THE TASK:
Across all entries below, how many lines include "roads"? Only the number, please.

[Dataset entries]
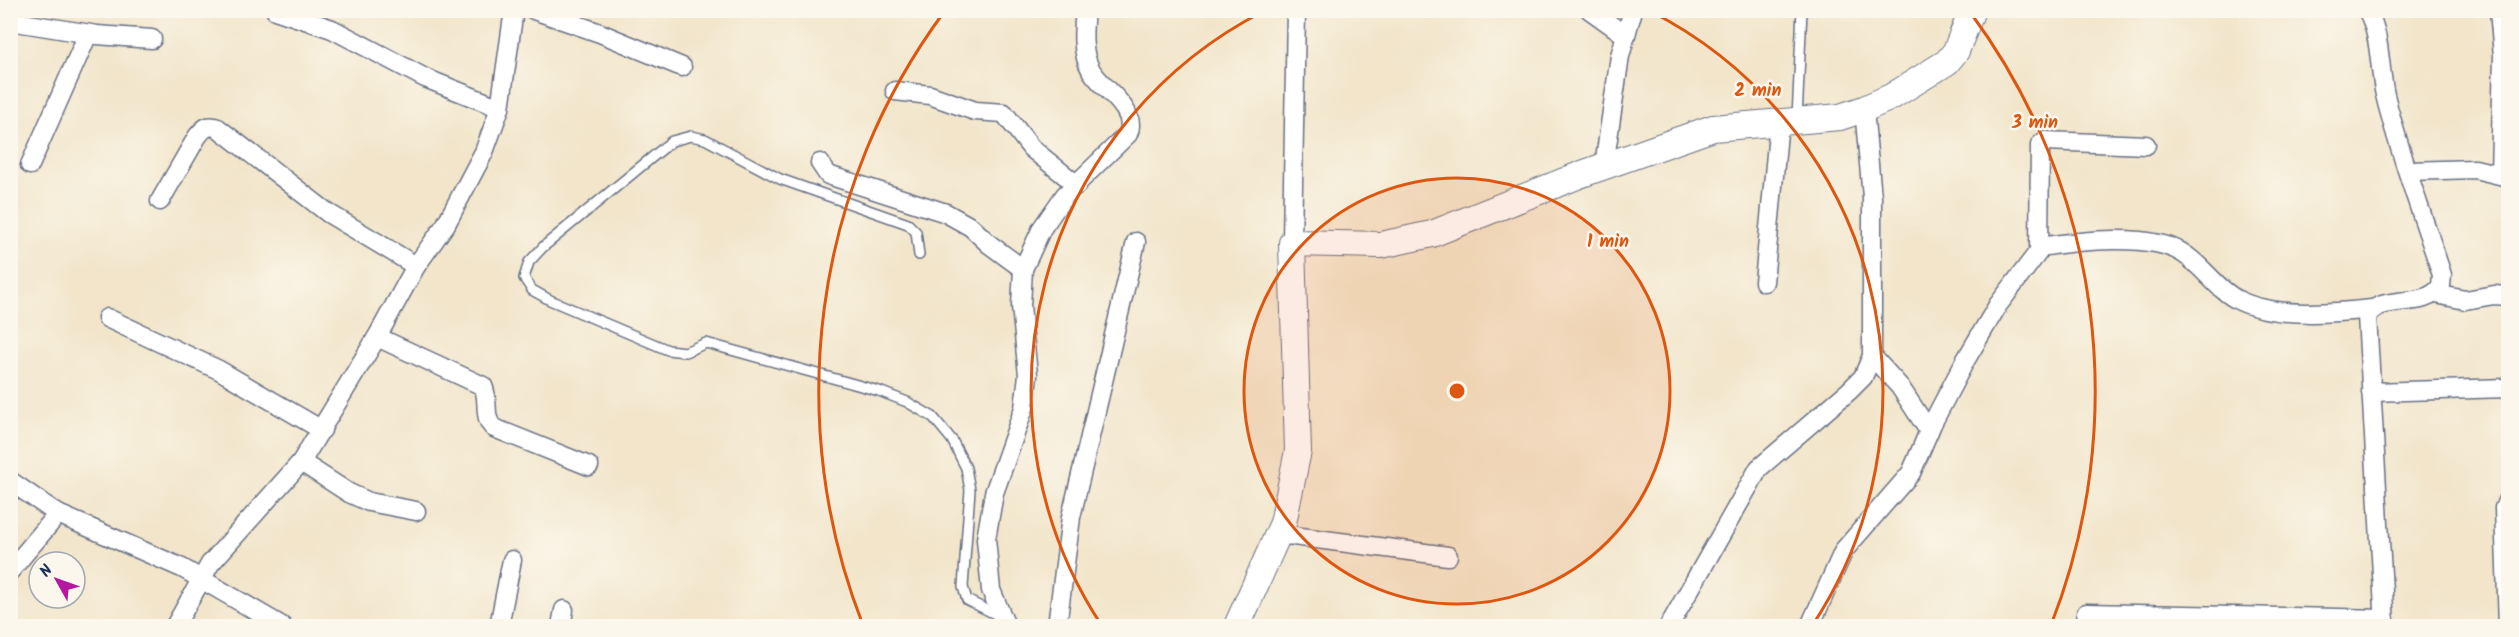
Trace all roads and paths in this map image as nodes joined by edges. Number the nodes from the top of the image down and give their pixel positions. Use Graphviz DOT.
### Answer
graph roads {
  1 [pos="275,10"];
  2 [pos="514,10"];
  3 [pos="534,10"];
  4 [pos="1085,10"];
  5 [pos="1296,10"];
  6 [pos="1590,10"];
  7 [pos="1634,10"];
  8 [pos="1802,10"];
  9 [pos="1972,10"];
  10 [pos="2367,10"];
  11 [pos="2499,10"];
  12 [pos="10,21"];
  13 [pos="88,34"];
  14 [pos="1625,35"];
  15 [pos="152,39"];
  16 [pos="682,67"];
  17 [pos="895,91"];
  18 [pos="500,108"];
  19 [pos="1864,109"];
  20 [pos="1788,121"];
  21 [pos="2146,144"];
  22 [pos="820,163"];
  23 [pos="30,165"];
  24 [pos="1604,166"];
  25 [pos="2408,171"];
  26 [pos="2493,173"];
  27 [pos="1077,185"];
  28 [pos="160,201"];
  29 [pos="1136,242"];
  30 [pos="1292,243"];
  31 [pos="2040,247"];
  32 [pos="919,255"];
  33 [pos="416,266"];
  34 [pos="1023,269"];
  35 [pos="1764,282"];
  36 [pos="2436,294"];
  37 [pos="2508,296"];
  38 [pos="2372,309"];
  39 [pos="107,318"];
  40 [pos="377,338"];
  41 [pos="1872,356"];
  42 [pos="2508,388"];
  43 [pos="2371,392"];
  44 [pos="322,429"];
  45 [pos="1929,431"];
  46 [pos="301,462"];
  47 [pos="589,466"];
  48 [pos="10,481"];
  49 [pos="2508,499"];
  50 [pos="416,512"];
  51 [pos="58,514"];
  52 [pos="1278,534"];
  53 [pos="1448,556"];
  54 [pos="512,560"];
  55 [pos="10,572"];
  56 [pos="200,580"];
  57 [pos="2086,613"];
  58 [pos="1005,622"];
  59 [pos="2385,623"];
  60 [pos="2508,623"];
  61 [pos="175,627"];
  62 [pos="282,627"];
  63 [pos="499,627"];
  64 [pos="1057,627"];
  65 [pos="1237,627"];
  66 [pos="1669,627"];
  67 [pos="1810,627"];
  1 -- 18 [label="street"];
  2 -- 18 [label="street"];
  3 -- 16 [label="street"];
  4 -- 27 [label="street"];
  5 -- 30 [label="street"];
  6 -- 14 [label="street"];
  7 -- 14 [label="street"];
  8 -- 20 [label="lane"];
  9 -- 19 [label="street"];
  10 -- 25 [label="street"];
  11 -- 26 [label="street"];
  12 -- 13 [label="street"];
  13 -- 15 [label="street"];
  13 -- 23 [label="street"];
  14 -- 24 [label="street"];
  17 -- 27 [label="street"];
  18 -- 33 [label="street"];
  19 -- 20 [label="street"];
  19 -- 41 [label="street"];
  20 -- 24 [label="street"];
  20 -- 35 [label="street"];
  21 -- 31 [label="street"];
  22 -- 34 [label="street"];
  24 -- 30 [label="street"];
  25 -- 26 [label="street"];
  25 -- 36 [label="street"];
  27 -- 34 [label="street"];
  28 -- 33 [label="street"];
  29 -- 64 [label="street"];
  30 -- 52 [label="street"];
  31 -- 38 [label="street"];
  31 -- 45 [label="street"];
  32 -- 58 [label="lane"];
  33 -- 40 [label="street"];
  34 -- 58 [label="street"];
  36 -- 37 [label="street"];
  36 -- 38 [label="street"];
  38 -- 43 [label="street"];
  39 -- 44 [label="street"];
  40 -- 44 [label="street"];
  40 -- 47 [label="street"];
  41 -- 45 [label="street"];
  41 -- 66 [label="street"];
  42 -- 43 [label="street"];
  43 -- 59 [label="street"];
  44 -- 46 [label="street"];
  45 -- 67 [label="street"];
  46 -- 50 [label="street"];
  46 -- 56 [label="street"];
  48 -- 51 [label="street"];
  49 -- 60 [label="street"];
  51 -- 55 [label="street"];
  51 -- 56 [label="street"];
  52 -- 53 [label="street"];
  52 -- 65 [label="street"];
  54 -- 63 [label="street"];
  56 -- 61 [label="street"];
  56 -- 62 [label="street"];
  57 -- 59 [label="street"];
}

EXERCISE RESULT:
2